═══ Data listing ═══

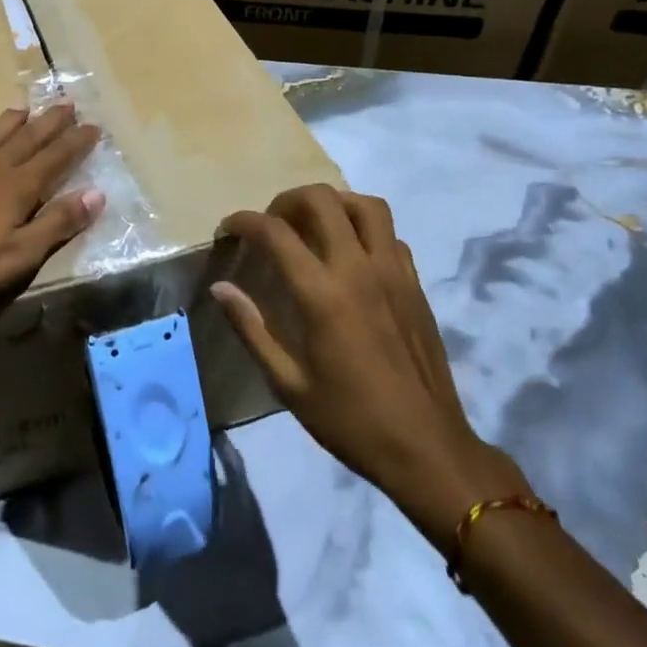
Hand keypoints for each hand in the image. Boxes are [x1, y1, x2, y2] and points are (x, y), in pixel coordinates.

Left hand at [0, 103, 104, 327]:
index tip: (94, 126)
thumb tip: (96, 193)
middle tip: (67, 103)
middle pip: (25, 139)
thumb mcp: (21, 254)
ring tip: (23, 106)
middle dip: (49, 122)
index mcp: (16, 187)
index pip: (55, 158)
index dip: (76, 142)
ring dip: (8, 121)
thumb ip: (58, 222)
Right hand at [211, 185, 526, 555]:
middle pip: (322, 199)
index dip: (244, 221)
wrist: (426, 447)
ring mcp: (393, 272)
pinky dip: (364, 229)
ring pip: (365, 205)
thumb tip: (220, 287)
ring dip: (333, 203)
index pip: (275, 232)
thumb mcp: (287, 383)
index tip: (227, 230)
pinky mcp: (415, 284)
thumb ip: (251, 328)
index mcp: (322, 294)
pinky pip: (390, 234)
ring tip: (312, 225)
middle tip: (271, 224)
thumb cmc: (350, 419)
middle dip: (287, 200)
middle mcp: (358, 269)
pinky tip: (350, 255)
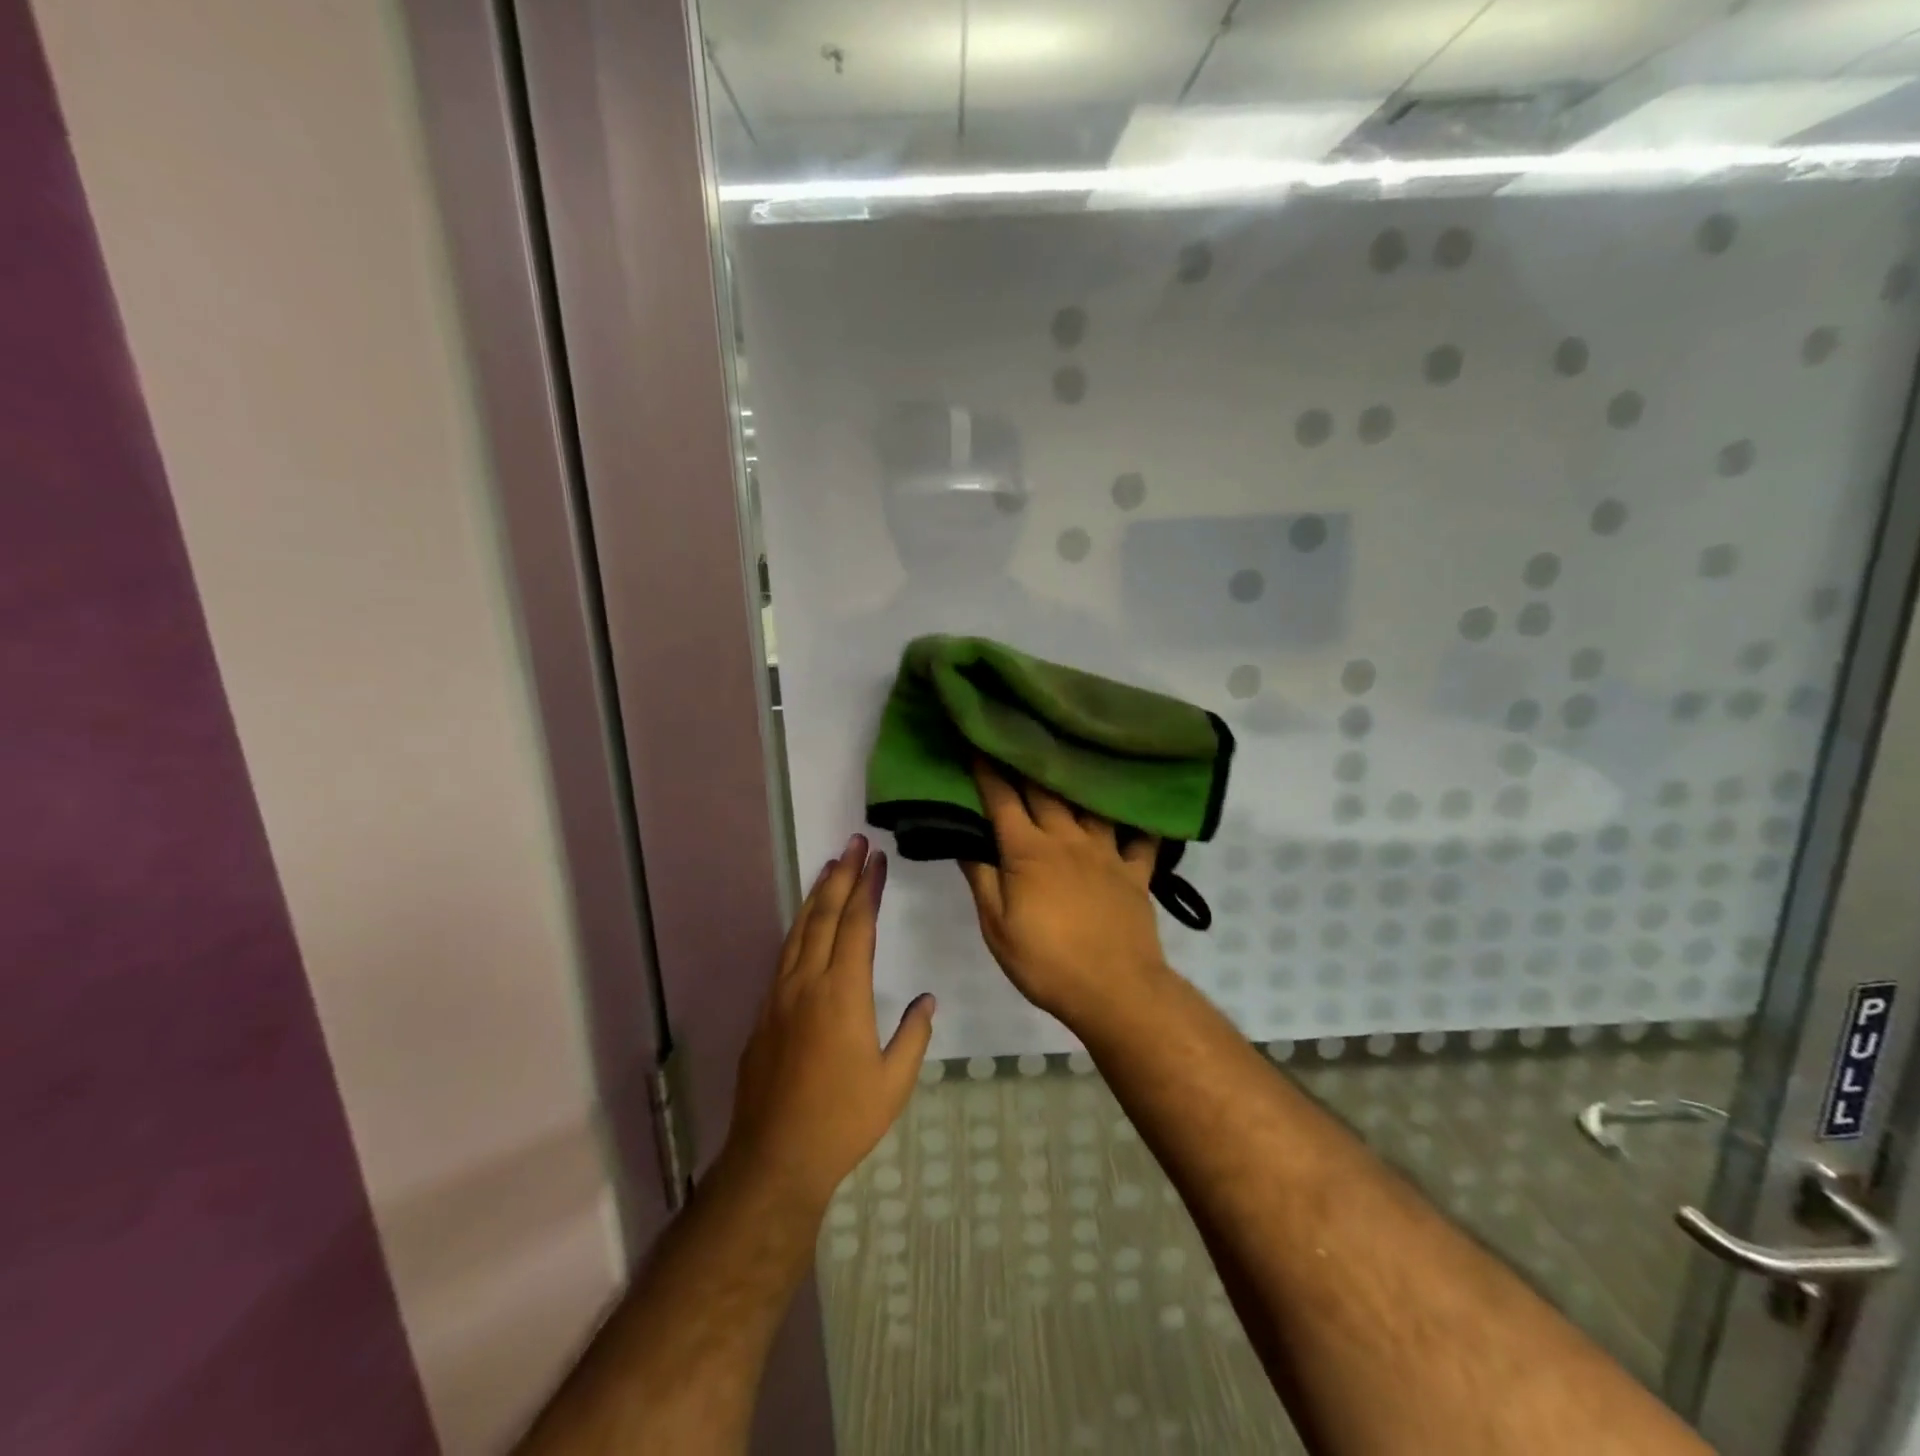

═══

§ **Problem to work on**
All lines between the one that contains "pinky pip: (390, 234)" and the end of the records above, both included, are to be returned exactly as they stand, except for pictures, which are omitted.

§ **Answer to this exercise**
pinky pip: (390, 234)
ring tip: (312, 225)
middle tip: (271, 224)
thumb cmc: (350, 419)
middle dip: (287, 200)
middle mcp: (358, 269)
pinky tip: (350, 255)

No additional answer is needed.